WHAT TO DO » What you return must be the full data, repeated verbatim, with no pictures in it.

[Per-instance keypoint data]
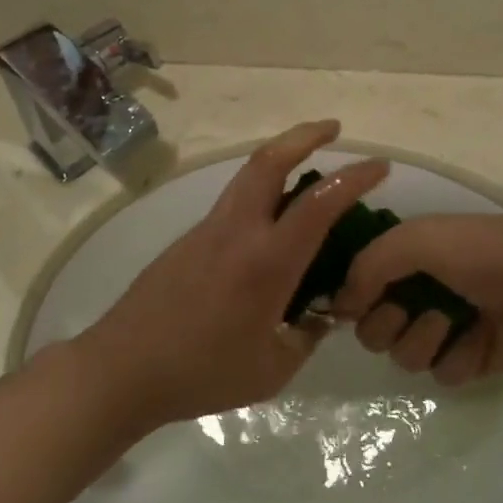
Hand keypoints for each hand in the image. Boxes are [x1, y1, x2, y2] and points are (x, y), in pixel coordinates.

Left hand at [72, 121, 388, 429]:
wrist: (122, 368)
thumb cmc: (202, 373)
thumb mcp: (272, 370)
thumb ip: (306, 337)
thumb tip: (321, 314)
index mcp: (265, 262)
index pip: (318, 204)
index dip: (353, 178)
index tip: (380, 166)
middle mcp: (236, 232)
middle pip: (269, 161)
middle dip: (305, 136)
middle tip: (334, 129)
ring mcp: (207, 230)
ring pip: (247, 176)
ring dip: (280, 158)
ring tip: (307, 169)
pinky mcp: (188, 240)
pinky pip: (233, 202)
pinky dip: (260, 192)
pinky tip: (270, 224)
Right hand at [333, 215, 502, 387]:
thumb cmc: (477, 251)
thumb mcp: (414, 240)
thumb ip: (368, 266)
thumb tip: (339, 305)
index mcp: (402, 263)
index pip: (355, 290)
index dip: (352, 301)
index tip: (358, 303)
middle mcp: (415, 297)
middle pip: (371, 332)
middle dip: (386, 325)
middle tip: (408, 310)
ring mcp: (443, 331)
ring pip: (403, 357)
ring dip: (423, 340)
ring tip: (452, 320)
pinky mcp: (469, 361)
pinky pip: (442, 375)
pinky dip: (458, 357)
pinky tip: (479, 338)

ANSWER SECTION »
Hand keypoints for each hand in the image. Boxes are [x1, y1, x2, y2] and points are (x, y), in pixel coordinates.

Left hand at [72, 121, 388, 429]:
wrist: (122, 368)
thumb cmc: (202, 373)
thumb mcp: (272, 370)
thumb ip: (306, 337)
thumb tip: (321, 314)
index mcp: (265, 262)
index pip: (318, 204)
index dip: (353, 178)
index tip: (380, 166)
middle mcp: (236, 232)
middle pip: (269, 161)
middle dip: (305, 136)
middle tip: (334, 129)
ring mcp: (207, 230)
ring pip: (247, 176)
ring dip: (280, 158)
ring tip: (307, 169)
pinky mcp: (188, 240)
pinky pip: (233, 202)
pinky dip: (260, 192)
pinky tip: (270, 224)
Right hand at [333, 215, 502, 387]:
thumb cmc: (477, 251)
thumb mcp: (414, 240)
thumb ip: (368, 266)
thumb tip: (339, 305)
index mcp: (402, 263)
index pip: (355, 290)
index dip: (352, 301)
index tip: (358, 303)
middle mcp: (415, 297)
middle pip: (371, 332)
middle dip: (386, 325)
middle tip: (408, 310)
ring mcp: (443, 331)
ring pip: (403, 357)
ring dip: (423, 340)
ring tip: (452, 320)
pinky mcp: (469, 361)
pinky pip: (442, 375)
pinky dip: (458, 357)
pinky tip: (479, 338)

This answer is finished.